YOUR INSTRUCTIONS >>
Search the listing for "Cañal" and copy every line where it appears.
****
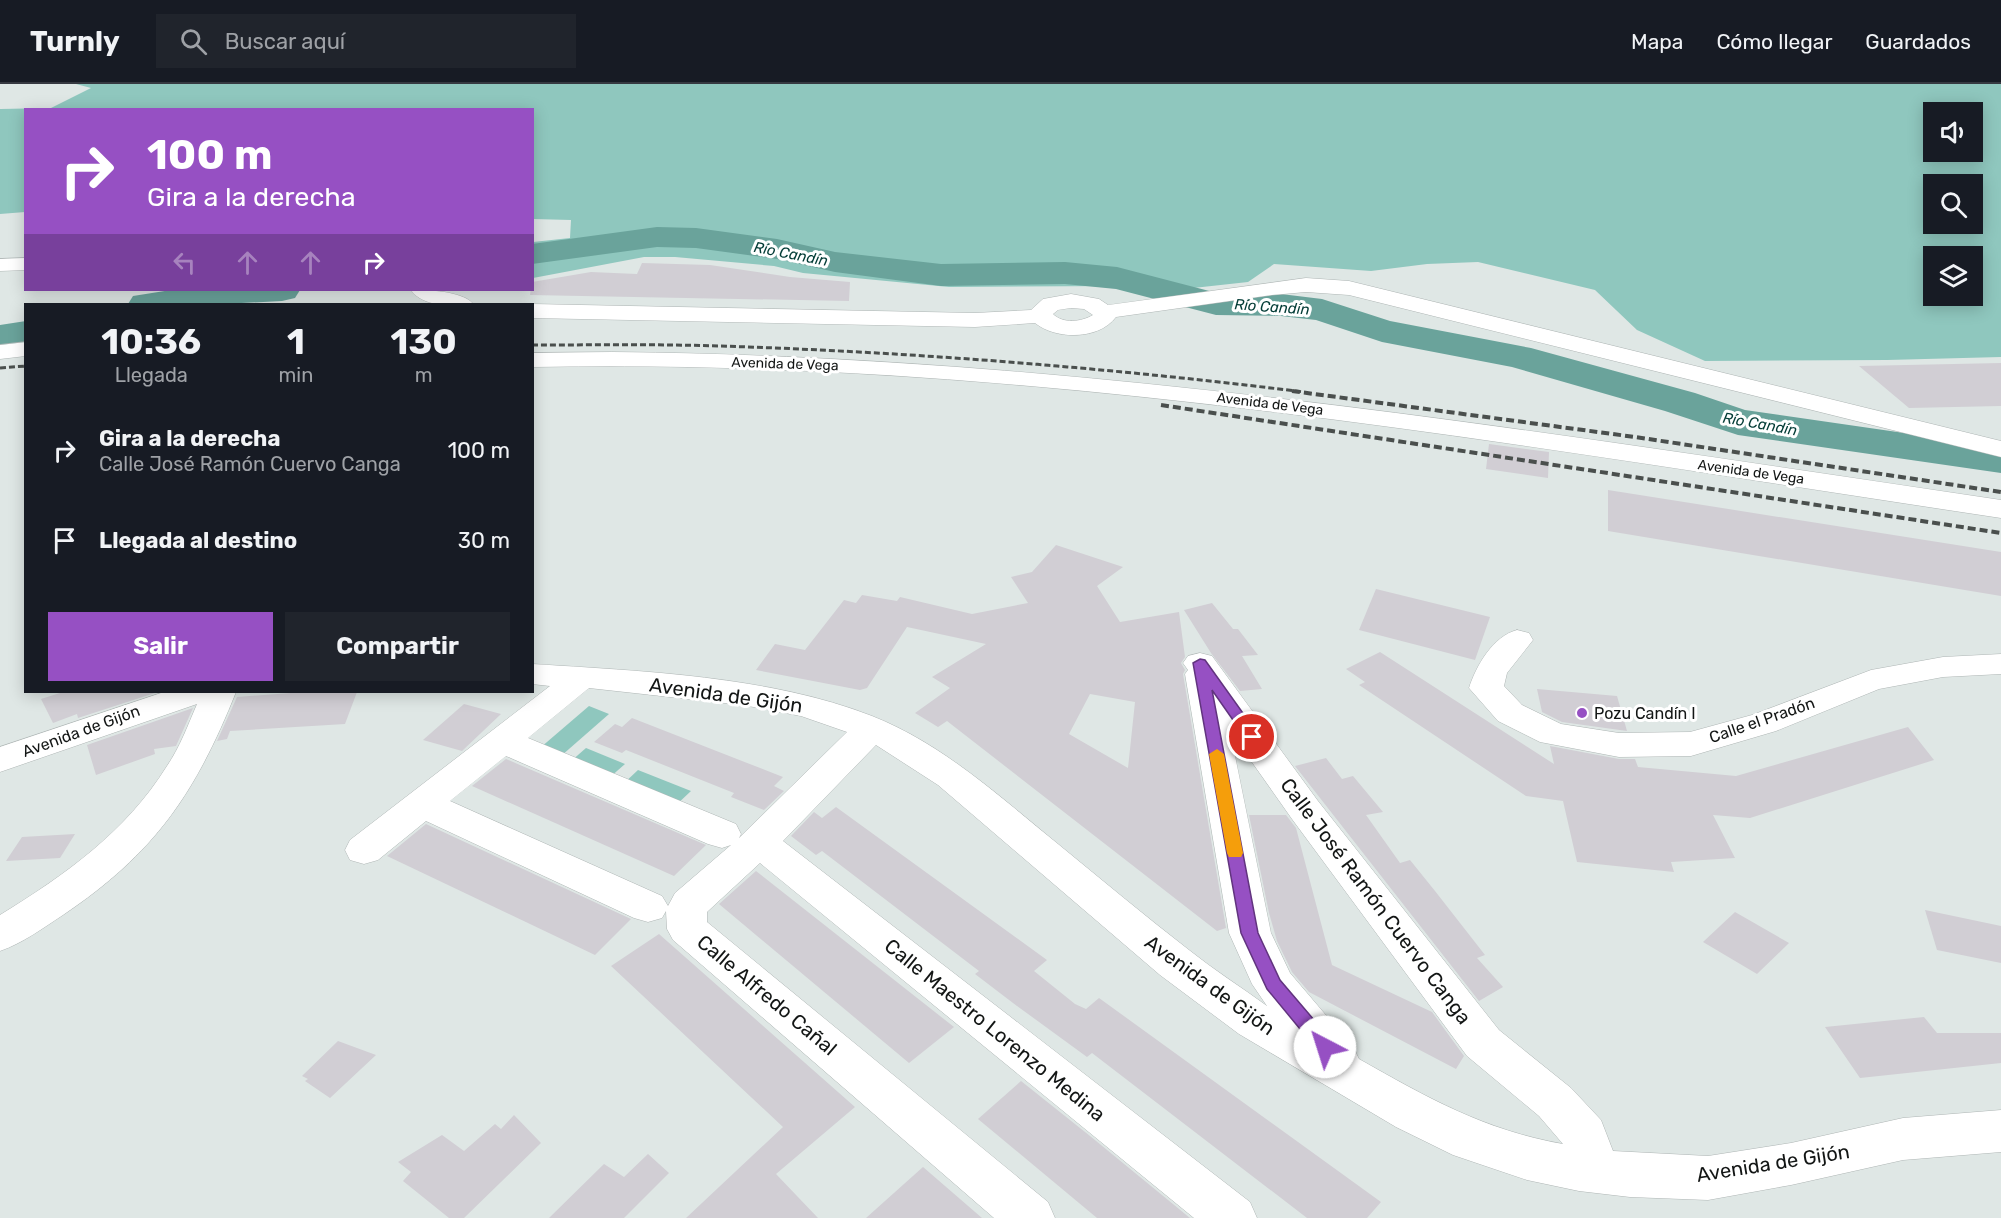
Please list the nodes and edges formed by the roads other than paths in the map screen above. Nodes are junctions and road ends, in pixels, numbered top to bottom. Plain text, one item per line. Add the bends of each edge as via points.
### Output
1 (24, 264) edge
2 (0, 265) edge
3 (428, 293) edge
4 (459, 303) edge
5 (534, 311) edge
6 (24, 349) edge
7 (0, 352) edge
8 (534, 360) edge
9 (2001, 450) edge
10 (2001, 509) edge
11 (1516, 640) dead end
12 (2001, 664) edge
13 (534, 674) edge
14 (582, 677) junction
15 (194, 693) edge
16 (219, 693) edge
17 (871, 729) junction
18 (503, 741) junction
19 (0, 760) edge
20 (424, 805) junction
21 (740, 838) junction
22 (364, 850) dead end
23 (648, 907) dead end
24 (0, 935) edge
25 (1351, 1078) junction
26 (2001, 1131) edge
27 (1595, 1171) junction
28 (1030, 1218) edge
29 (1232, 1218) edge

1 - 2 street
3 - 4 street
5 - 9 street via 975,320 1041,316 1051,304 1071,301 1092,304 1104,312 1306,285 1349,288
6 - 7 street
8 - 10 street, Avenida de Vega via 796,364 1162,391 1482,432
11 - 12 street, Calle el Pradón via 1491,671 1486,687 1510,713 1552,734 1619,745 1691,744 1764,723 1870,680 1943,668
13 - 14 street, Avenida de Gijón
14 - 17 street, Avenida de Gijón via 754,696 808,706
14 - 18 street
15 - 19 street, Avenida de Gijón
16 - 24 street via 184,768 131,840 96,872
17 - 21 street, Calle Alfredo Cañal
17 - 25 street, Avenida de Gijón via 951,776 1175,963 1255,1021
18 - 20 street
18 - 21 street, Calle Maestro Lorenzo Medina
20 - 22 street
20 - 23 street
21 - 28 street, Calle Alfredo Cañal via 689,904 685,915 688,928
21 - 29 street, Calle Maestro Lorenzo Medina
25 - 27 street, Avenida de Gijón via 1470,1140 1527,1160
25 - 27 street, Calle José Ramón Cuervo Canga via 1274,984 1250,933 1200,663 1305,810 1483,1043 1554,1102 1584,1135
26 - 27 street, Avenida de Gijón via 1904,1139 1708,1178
****
RESPONSE TO THIS EXERCISE >>
17 - 21 street, Calle Alfredo Cañal
21 - 28 street, Calle Alfredo Cañal via 689,904 685,915 688,928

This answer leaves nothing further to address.